[Records from a data collection]
::::::::::

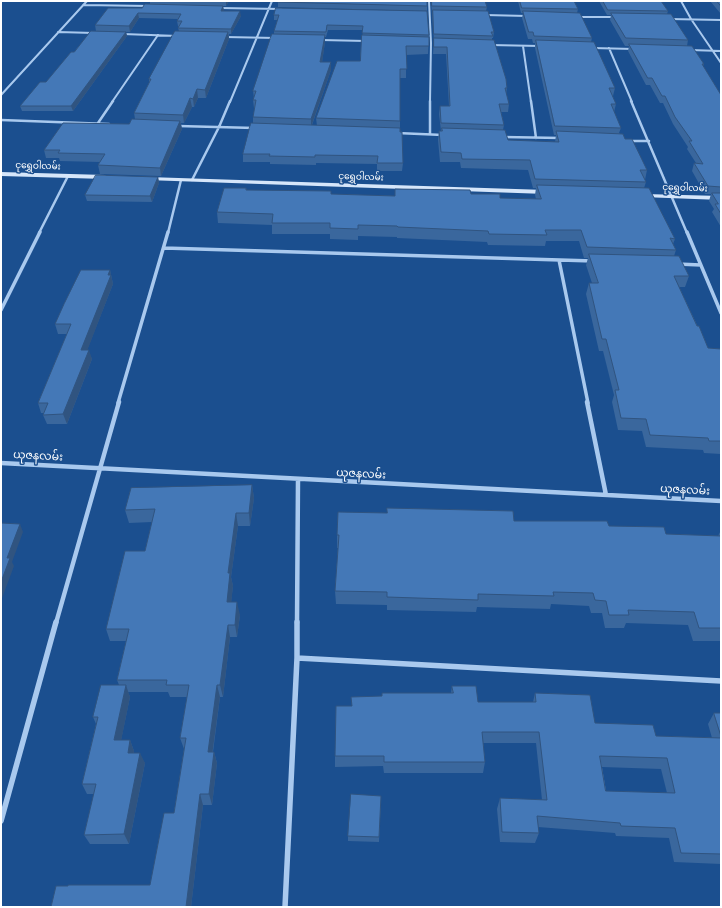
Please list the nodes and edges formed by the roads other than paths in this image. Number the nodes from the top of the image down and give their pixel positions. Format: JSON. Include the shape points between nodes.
{"nodes":[{"id":1,"x":87,"y":1,"type":"edge"},
{"id":2,"x":272,"y":1,"type":"edge"},
{"id":3,"x":429,"y":1,"type":"edge"},
{"id":4,"x":681,"y":1,"type":"edge"},
{"id":5,"x":83,"y":4,"type":"junction"},
{"id":6,"x":152,"y":6,"type":"edge"},
{"id":7,"x":214,"y":8,"type":"edge"},
{"id":8,"x":268,"y":9,"type":"junction"},
{"id":9,"x":283,"y":9,"type":"edge"},
{"id":10,"x":485,"y":15,"type":"edge"},
{"id":11,"x":533,"y":16,"type":"edge"},
{"id":12,"x":572,"y":16,"type":"edge"},
{"id":13,"x":620,"y":18,"type":"edge"},
{"id":14,"x":667,"y":19,"type":"edge"},
{"id":15,"x":691,"y":19,"type":"junction"},
{"id":16,"x":721,"y":20,"type":"edge"},
{"id":17,"x":58,"y":32,"type":"junction"},
{"id":18,"x":96,"y":33,"type":"edge"},
{"id":19,"x":119,"y":34,"type":"edge"},
{"id":20,"x":158,"y":35,"type":"junction"},
{"id":21,"x":181,"y":36,"type":"edge"},
{"id":22,"x":219,"y":37,"type":"edge"},
{"id":23,"x":257,"y":38,"type":"junction"},
{"id":24,"x":281,"y":39,"type":"edge"},
{"id":25,"x":320,"y":40,"type":"edge"},
{"id":26,"x":368,"y":41,"type":"edge"},
{"id":27,"x":431,"y":43,"type":"junction"},
{"id":28,"x":438,"y":43,"type":"edge"},
{"id":29,"x":485,"y":44,"type":"edge"},
{"id":30,"x":523,"y":46,"type":"junction"},
{"id":31,"x":546,"y":46,"type":"edge"},
{"id":32,"x":585,"y":47,"type":"edge"},
{"id":33,"x":609,"y":48,"type":"junction"},
{"id":34,"x":639,"y":49,"type":"edge"},
{"id":35,"x":683,"y":50,"type":"edge"},
{"id":36,"x":713,"y":51,"type":"junction"},
{"id":37,"x":721,"y":51,"type":"edge"},
{"id":38,"x":721,"y":63,"type":"edge"},
{"id":39,"x":1,"y":95,"type":"edge"},
{"id":40,"x":1,"y":120,"type":"edge"},
{"id":41,"x":98,"y":123,"type":"junction"},
{"id":42,"x":113,"y":124,"type":"edge"},
{"id":43,"x":174,"y":126,"type":"edge"},
{"id":44,"x":219,"y":127,"type":"junction"},
{"id":45,"x":258,"y":128,"type":"edge"},
{"id":46,"x":391,"y":133,"type":"edge"},
{"id":47,"x":430,"y":134,"type":"junction"},
{"id":48,"x":445,"y":135,"type":"edge"},
{"id":49,"x":498,"y":136,"type":"edge"},
{"id":50,"x":536,"y":138,"type":"junction"},
{"id":51,"x":566,"y":138,"type":"edge"},
{"id":52,"x":626,"y":140,"type":"edge"},
{"id":53,"x":649,"y":141,"type":"junction"},
{"id":54,"x":1,"y":174,"type":"edge"},
{"id":55,"x":68,"y":176,"type":"junction"},
{"id":56,"x":113,"y":177,"type":"edge"},
{"id":57,"x":144,"y":178,"type":"edge"},
{"id":58,"x":181,"y":180,"type":"junction"},
{"id":59,"x":192,"y":180,"type":"junction"},
{"id":60,"x":554,"y":193,"type":"edge"},
{"id":61,"x":641,"y":196,"type":"edge"},
{"id":62,"x":673,"y":197,"type":"junction"},
{"id":63,"x":721,"y":198,"type":"edge"},
{"id":64,"x":164,"y":248,"type":"junction"},
{"id":65,"x":559,"y":260,"type":"junction"},
{"id":66,"x":598,"y":262,"type":"edge"},
{"id":67,"x":669,"y":264,"type":"edge"},
{"id":68,"x":701,"y":265,"type":"junction"},
{"id":69,"x":1,"y":310,"type":"edge"},
{"id":70,"x":721,"y":314,"type":"edge"},
{"id":71,"x":1,"y":463,"type":"edge"},
{"id":72,"x":99,"y":469,"type":"junction"},
{"id":73,"x":298,"y":480,"type":"junction"},
{"id":74,"x":606,"y":495,"type":"junction"},
{"id":75,"x":721,"y":501,"type":"edge"},
{"id":76,"x":297,"y":658,"type":"junction"},
{"id":77,"x":721,"y":682,"type":"edge"},
{"id":78,"x":1,"y":820,"type":"edge"},
{"id":79,"x":285,"y":907,"type":"edge"}],
"edges":[{"from":1,"to":5,"type":"street"},
{"from":2,"to":8,"type":"street"},
{"from":3,"to":27,"type":"street"},
{"from":4,"to":15,"type":"street"},
{"from":5,"to":6,"type":"street"},
{"from":5,"to":17,"type":"street"},
{"from":7,"to":8,"type":"street"},
{"from":8,"to":9,"type":"street"},
{"from":8,"to":23,"type":"street"},
{"from":10,"to":11,"type":"street"},
{"from":12,"to":13,"type":"street"},
{"from":14,"to":15,"type":"street"},
{"from":15,"to":16,"type":"street"},
{"from":15,"to":36,"type":"street"},
{"from":17,"to":18,"type":"street"},
{"from":17,"to":39,"type":"street"},
{"from":19,"to":20,"type":"street"},
{"from":20,"to":21,"type":"street"},
{"from":20,"to":41,"type":"street"},
{"from":22,"to":23,"type":"street"},
{"from":23,"to":24,"type":"street"},
{"from":23,"to":44,"type":"street"},
{"from":25,"to":26,"type":"street"},
{"from":27,"to":28,"type":"street"},
{"from":27,"to":47,"type":"street"},
{"from":29,"to":30,"type":"street"},
{"from":30,"to":31,"type":"street"},
{"from":30,"to":50,"type":"street"},
{"from":32,"to":33,"type":"street"},
{"from":33,"to":34,"type":"street"},
{"from":33,"to":53,"type":"street"},
{"from":35,"to":36,"type":"street"},
{"from":36,"to":37,"type":"street"},
{"from":36,"to":38,"type":"street"},
{"from":40,"to":41,"type":"street"},
{"from":41,"to":42,"type":"street"},
{"from":43,"to":44,"type":"street"},
{"from":44,"to":45,"type":"street"},
{"from":44,"to":59,"type":"street"},
{"from":46,"to":47,"type":"street"},
{"from":47,"to":48,"type":"street"},
{"from":49,"to":50,"type":"street"},
{"from":50,"to":51,"type":"street"},
{"from":52,"to":53,"type":"street"},
{"from":53,"to":62,"type":"street"},
{"from":54,"to":55,"type":"street","name":"ငုရွှေဝါလမ်း"},
{"from":55,"to":56,"type":"street","name":"ငုရွှေဝါလမ်း"},
{"from":55,"to":69,"type":"street"},
{"from":57,"to":58,"type":"street","name":"ငုရွှေဝါလမ်း"},
{"from":58,"to":59,"type":"street","name":"ငုရွှေဝါလမ်း"},
{"from":58,"to":64,"type":"street"},
{"from":59,"to":60,"type":"street","name":"ငုရွှေဝါလမ်း"},
{"from":61,"to":62,"type":"street","name":"ငုရွှေဝါလမ်း"},
{"from":62,"to":63,"type":"street","name":"ငုရွှေဝါလမ်း"},
{"from":62,"to":68,"type":"street"},
{"from":64,"to":65,"type":"street"},
{"from":64,"to":72,"type":"street"},
{"from":65,"to":66,"type":"street"},
{"from":65,"to":74,"type":"street"},
{"from":67,"to":68,"type":"street"},
{"from":68,"to":70,"type":"street"},
{"from":71,"to":72,"type":"street","name":"ယုဇနလမ်း"},
{"from":72,"to":73,"type":"street","name":"ယုဇနလမ်း"},
{"from":72,"to":78,"type":"street"},
{"from":73,"to":74,"type":"street","name":"ယုဇနလမ်း"},
{"from":73,"to":76,"type":"street"},
{"from":74,"to":75,"type":"street","name":"ယုဇနလမ်း"},
{"from":76,"to":77,"type":"street"},
{"from":76,"to":79,"type":"street"}]}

::::::::::

Required action
Search each line of the data above for "edges", and copy the lines where it occurs.

Answer
Please list the nodes and edges formed by the roads other than paths in this image. Number the nodes from the top of the image down and give their pixel positions. Format: JSON. Include the shape points between nodes.
"edges":[{"from":1,"to":5,"type":"street"},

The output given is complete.